> **Exercise goal**
Please retype the data below line for line and leave out every picture.

++++ Extracted records

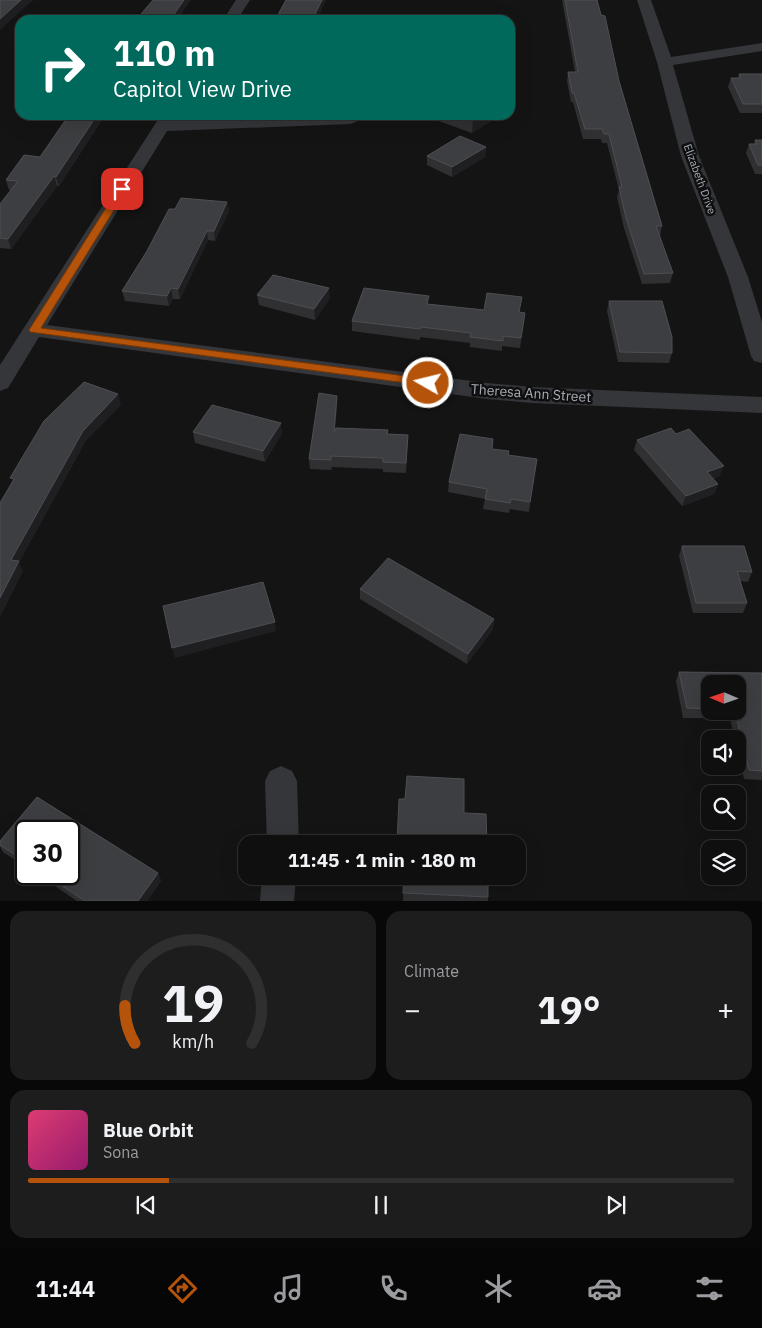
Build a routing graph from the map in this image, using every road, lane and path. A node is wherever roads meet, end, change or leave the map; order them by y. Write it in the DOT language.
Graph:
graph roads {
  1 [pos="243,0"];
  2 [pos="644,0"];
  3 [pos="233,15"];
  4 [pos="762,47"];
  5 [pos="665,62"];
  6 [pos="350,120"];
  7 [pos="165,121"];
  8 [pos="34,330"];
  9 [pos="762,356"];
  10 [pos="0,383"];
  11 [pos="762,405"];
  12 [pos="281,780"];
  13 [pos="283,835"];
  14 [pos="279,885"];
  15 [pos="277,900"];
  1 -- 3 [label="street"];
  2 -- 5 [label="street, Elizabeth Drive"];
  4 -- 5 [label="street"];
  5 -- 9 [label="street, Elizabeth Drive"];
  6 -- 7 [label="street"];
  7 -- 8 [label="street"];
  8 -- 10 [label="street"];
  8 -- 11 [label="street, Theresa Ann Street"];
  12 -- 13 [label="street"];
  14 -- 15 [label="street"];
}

++++++++

> **Worked solution**
Build a routing graph from the map in this image, using every road, lane and path. A node is wherever roads meet, end, change or leave the map; order them by y. Write it in the DOT language.
Graph:
graph roads {
  1 [pos="243,0"];
  2 [pos="644,0"];
  3 [pos="233,15"];
  4 [pos="762,47"];
  5 [pos="665,62"];
  6 [pos="350,120"];
  7 [pos="165,121"];
  8 [pos="34,330"];
  9 [pos="762,356"];
  10 [pos="0,383"];
  11 [pos="762,405"];
  12 [pos="281,780"];
  13 [pos="283,835"];
  14 [pos="279,885"];
  15 [pos="277,900"];
  1 -- 3 [label="street"];
  2 -- 5 [label="street, Elizabeth Drive"];
  4 -- 5 [label="street"];
  5 -- 9 [label="street, Elizabeth Drive"];
  6 -- 7 [label="street"];
  7 -- 8 [label="street"];
  8 -- 10 [label="street"];
  8 -- 11 [label="street, Theresa Ann Street"];
  12 -- 13 [label="street"];
  14 -- 15 [label="street"];
}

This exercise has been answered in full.